According to an aspect of the present invention, there is provided an image processing apparatus comprising: one or more processors that execute a program stored in a memory and thereby function as: a tracking unit configured to detect, for a plurality of images obtained chronologically, a position of a characteristic area to be tracked; and a generating unit configured to generate, based on data of the plurality of images, display image data on which an indicator indicating the characteristic area to be tracked is superimposed, wherein the generating unit: when either of: overlap between the characteristic area to be tracked and another characteristic area; a change in the position or a size of the characteristic area to be tracked; an orientation of the characteristic area to be tracked; or movement of an apparatus that shot the plurality of images satisfies a predetermined condition, generates the display image data on which an indicator indicating a characteristic area aside from the characteristic area to be tracked is further superimposed; and when the predetermined condition is not satisfied, generates the display image data on which an indicator indicating the characteristic area aside from the characteristic area to be tracked is not superimposed.
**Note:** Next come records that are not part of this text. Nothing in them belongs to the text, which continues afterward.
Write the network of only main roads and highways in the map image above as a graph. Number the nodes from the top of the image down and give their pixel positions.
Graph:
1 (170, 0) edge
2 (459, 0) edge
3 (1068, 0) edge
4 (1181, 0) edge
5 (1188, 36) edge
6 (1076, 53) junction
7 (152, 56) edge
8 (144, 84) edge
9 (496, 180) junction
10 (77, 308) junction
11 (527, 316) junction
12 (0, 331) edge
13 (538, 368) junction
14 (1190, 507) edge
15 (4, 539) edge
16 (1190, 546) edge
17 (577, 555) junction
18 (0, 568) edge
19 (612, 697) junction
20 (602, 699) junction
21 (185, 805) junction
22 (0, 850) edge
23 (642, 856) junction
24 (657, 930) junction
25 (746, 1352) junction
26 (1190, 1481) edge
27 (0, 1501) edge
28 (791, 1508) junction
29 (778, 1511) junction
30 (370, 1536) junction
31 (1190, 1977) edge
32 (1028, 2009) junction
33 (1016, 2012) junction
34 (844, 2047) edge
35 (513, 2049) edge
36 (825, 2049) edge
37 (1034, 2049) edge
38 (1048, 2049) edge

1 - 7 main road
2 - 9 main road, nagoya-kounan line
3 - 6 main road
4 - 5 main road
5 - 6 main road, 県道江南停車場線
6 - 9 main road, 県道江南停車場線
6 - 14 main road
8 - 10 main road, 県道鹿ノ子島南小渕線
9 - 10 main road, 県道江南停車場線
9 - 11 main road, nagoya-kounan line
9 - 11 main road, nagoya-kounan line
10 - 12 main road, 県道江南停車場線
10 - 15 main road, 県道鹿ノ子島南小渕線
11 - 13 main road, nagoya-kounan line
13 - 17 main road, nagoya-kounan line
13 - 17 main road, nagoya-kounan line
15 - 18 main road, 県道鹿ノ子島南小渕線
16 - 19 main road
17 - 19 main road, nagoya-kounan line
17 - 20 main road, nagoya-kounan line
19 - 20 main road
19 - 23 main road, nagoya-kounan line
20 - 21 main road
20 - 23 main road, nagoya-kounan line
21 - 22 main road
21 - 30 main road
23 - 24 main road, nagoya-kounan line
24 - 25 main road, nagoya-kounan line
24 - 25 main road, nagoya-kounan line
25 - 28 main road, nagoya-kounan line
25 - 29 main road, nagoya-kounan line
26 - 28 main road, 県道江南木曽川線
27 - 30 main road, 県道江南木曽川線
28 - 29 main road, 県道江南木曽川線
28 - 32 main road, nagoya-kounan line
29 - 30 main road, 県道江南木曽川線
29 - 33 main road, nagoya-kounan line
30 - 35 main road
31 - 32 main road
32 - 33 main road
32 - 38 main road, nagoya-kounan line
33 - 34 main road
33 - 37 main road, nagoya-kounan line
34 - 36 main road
According to an aspect of the present invention, there is provided an image capture apparatus comprising: a shooting module that shoots a plurality of images chronologically; and an image processing apparatus using the plurality of images shot by the shooting module, wherein the image processing apparatus comprises one or more processors that execute a program stored in a memory and thereby function as: a tracking unit configured to detect, for a plurality of images obtained chronologically, a position of a characteristic area to be tracked; and a generating unit configured to generate, based on data of the plurality of images, display image data on which an indicator indicating the characteristic area to be tracked is superimposed, wherein the generating unit: when either of: overlap between the characteristic area to be tracked and another characteristic area; a change in the position or a size of the characteristic area to be tracked; an orientation of the characteristic area to be tracked; or movement of an apparatus that shot the plurality of images satisfies a predetermined condition, generates the display image data on which an indicator indicating a characteristic area aside from the characteristic area to be tracked is further superimposed; and when the predetermined condition is not satisfied, generates the display image data on which an indicator indicating the characteristic area aside from the characteristic area to be tracked is not superimposed.
According to an aspect of the present invention, there is provided an image processing method executed by an apparatus, the image processing method comprising: detecting, in a plurality of images obtained chronologically, a position of a characteristic area to be tracked; and generating, based on data of the plurality of images, display image data on which an indicator indicating the characteristic area to be tracked is superimposed, wherein the generating includes: when either of: overlap between the characteristic area to be tracked and another characteristic area; a change in the position or a size of the characteristic area to be tracked; an orientation of the characteristic area to be tracked; or movement of an apparatus that shot the plurality of images satisfies a predetermined condition, generating the display image data on which an indicator indicating a characteristic area aside from the characteristic area to be tracked is further superimposed; and when the predetermined condition is not satisfied, generating the display image data on which an indicator indicating the characteristic area aside from the characteristic area to be tracked is not superimposed.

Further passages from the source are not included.